──────── STUDY MATERIAL
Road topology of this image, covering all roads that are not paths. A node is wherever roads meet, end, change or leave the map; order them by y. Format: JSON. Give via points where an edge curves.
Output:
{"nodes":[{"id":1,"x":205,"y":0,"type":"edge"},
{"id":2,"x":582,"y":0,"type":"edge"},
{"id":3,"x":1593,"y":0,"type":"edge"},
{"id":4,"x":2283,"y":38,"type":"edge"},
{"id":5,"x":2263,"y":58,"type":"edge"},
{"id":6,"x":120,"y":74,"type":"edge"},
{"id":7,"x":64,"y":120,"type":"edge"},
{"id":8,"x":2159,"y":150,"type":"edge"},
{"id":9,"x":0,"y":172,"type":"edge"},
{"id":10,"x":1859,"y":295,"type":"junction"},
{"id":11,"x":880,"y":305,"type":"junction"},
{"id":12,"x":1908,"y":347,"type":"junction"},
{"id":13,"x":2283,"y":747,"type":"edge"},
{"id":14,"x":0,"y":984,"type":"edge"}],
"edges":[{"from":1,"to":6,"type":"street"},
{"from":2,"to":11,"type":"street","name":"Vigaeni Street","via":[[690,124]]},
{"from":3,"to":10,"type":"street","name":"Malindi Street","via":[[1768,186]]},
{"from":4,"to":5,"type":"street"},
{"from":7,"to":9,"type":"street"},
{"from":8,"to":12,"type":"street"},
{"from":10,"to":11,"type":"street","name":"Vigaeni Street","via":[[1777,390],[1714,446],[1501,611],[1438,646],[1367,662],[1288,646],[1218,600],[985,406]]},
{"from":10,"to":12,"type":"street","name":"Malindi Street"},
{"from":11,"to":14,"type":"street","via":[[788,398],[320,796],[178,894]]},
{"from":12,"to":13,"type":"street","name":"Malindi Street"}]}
────────────────
──────── STUDY MATERIAL
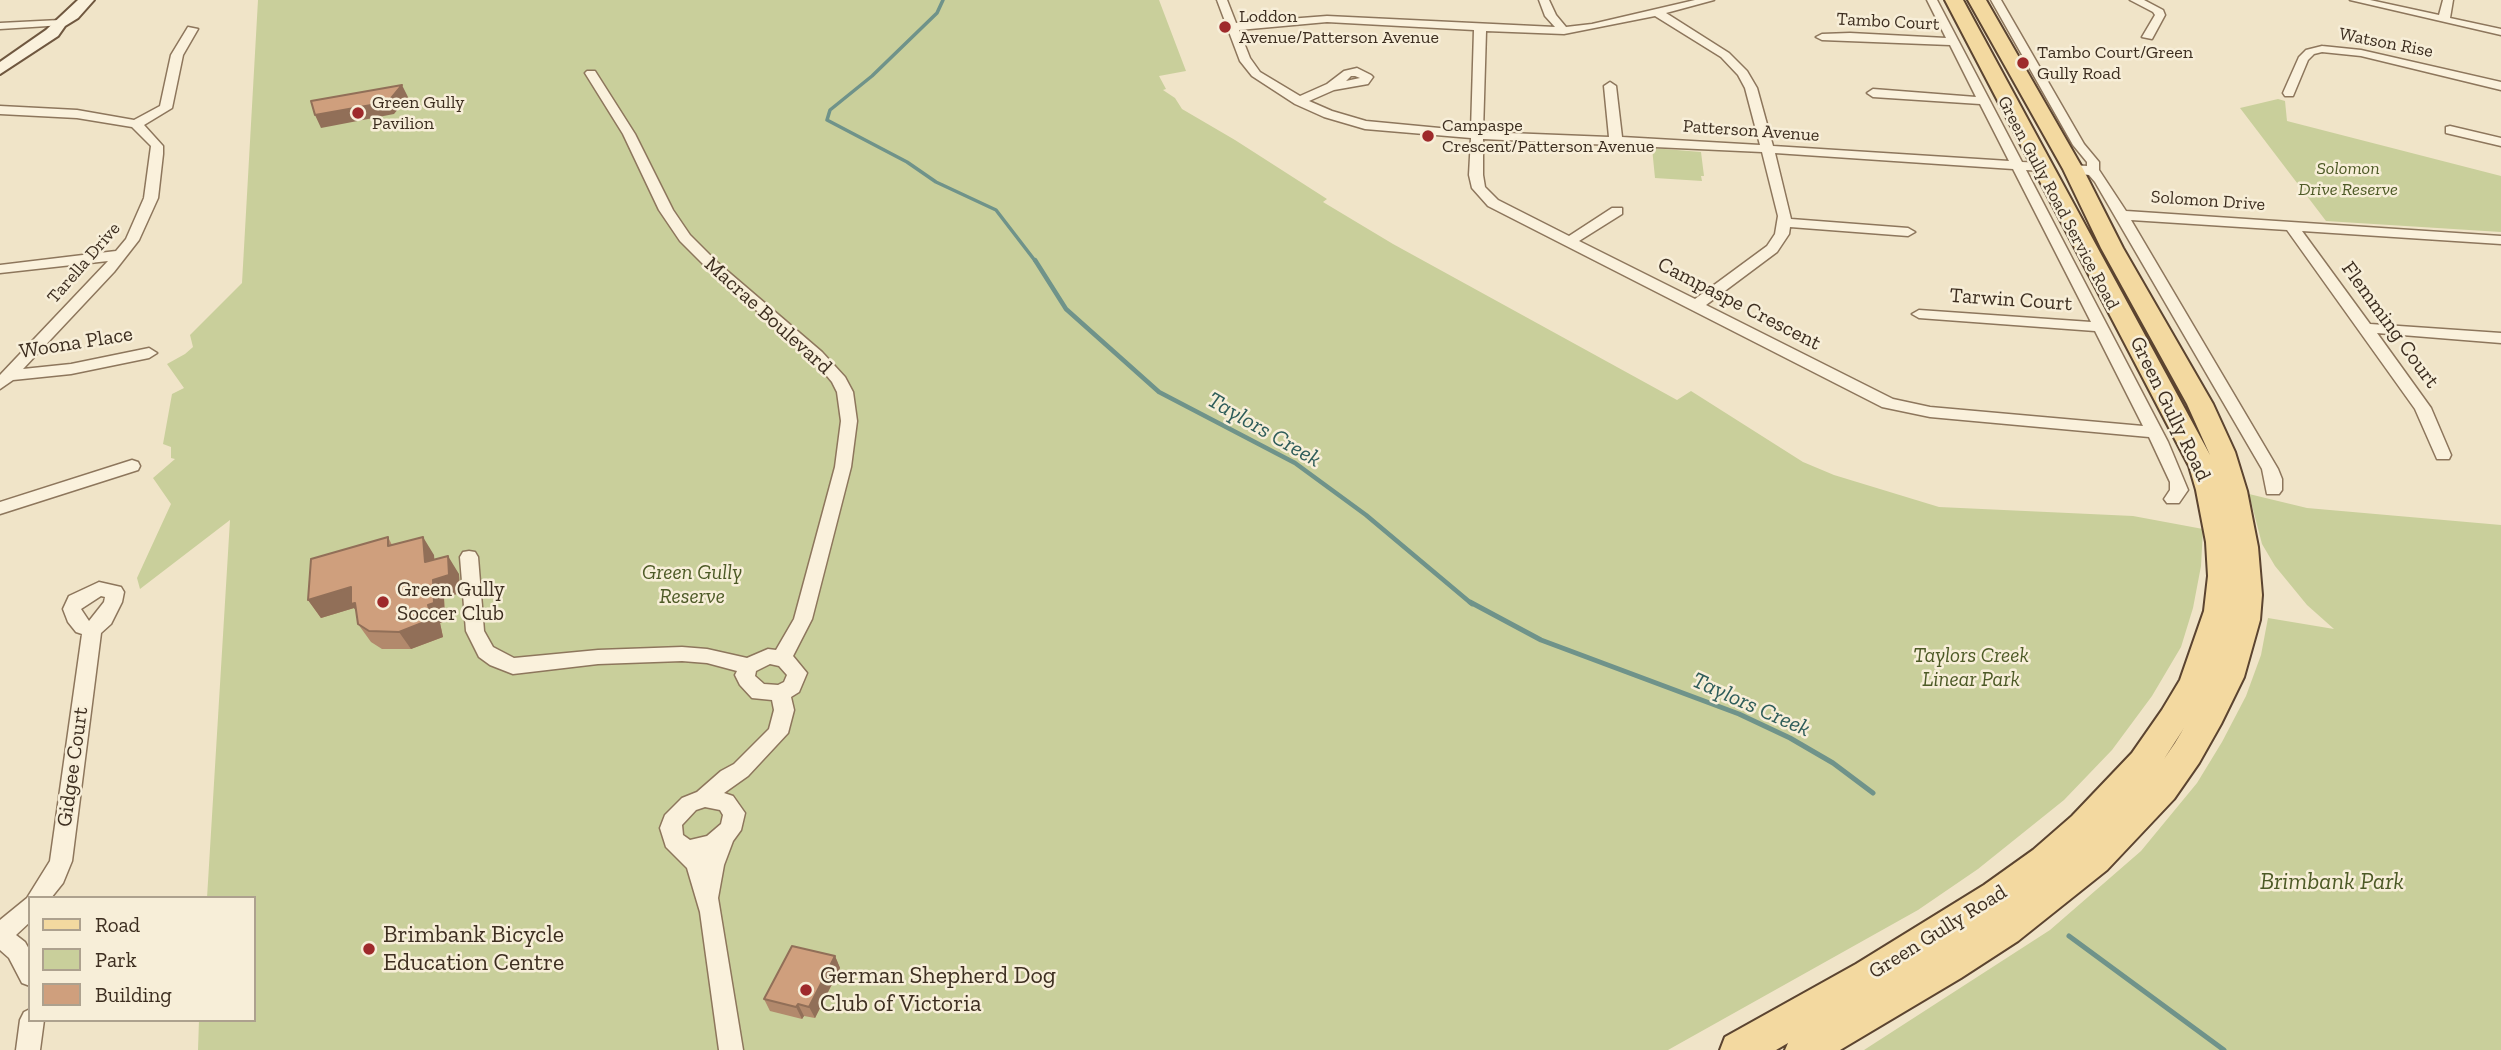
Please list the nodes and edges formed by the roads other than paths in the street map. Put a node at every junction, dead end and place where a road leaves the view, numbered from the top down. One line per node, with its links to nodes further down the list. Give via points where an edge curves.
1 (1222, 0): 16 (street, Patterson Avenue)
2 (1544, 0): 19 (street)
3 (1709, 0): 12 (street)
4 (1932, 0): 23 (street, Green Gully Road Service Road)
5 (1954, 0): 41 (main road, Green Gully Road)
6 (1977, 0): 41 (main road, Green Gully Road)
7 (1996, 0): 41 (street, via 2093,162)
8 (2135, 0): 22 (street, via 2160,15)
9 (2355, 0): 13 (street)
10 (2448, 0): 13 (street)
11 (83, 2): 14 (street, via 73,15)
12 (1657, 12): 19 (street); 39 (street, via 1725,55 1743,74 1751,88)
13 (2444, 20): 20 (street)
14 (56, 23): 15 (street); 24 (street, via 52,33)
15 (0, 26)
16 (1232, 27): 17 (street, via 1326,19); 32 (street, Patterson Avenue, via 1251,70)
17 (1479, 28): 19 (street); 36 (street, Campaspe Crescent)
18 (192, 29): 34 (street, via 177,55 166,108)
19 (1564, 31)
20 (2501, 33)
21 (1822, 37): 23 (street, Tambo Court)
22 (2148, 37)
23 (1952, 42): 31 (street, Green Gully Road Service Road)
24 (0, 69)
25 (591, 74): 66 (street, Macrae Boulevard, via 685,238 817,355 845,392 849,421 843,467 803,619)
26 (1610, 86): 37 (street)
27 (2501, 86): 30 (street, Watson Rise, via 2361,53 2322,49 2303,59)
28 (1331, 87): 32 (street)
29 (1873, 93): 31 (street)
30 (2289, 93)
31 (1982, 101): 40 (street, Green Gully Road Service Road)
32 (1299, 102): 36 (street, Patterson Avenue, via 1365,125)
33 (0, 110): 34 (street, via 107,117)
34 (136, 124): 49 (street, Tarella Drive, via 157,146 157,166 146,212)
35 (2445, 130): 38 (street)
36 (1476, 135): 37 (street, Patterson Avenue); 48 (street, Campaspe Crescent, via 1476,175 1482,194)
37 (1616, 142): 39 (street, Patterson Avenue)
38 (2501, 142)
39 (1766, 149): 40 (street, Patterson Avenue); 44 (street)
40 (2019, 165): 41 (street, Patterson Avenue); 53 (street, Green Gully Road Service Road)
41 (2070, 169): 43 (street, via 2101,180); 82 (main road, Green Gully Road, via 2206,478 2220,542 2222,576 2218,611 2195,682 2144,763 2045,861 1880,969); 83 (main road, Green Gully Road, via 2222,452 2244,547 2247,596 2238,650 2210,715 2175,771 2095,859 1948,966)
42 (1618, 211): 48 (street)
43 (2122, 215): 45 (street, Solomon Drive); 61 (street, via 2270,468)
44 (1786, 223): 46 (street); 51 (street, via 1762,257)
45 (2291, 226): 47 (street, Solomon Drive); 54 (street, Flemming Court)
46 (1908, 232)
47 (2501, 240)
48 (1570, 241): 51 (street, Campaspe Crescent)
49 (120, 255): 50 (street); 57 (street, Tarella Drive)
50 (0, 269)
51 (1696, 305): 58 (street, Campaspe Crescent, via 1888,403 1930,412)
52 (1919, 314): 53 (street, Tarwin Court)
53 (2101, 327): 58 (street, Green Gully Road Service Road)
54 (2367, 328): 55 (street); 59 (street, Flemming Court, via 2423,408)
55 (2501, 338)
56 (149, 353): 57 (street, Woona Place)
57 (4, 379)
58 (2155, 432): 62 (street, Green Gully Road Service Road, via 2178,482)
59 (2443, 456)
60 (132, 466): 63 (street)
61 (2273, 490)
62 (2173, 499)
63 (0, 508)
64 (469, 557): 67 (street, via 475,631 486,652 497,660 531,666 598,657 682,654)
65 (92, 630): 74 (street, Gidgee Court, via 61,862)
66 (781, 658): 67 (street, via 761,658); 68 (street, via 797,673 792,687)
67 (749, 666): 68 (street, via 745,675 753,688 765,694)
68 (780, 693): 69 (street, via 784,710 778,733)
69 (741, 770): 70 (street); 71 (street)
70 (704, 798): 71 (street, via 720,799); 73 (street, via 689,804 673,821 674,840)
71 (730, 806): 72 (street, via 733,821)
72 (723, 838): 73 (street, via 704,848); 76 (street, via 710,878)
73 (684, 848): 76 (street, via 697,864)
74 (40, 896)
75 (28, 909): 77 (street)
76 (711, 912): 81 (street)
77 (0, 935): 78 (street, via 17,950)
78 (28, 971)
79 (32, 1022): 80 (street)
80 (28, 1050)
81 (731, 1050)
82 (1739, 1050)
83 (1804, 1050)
────────────────
> **YOUR TASK**
Go through the listing above and return each line that includes the word "Drive".

> **RESPONSE TO THE EXERCISE**
34 (136, 124): 49 (street, Tarella Drive, via 157,146 157,166 146,212)
43 (2122, 215): 45 (street, Solomon Drive); 61 (street, via 2270,468)
45 (2291, 226): 47 (street, Solomon Drive); 54 (street, Flemming Court)
49 (120, 255): 50 (street); 57 (street, Tarella Drive)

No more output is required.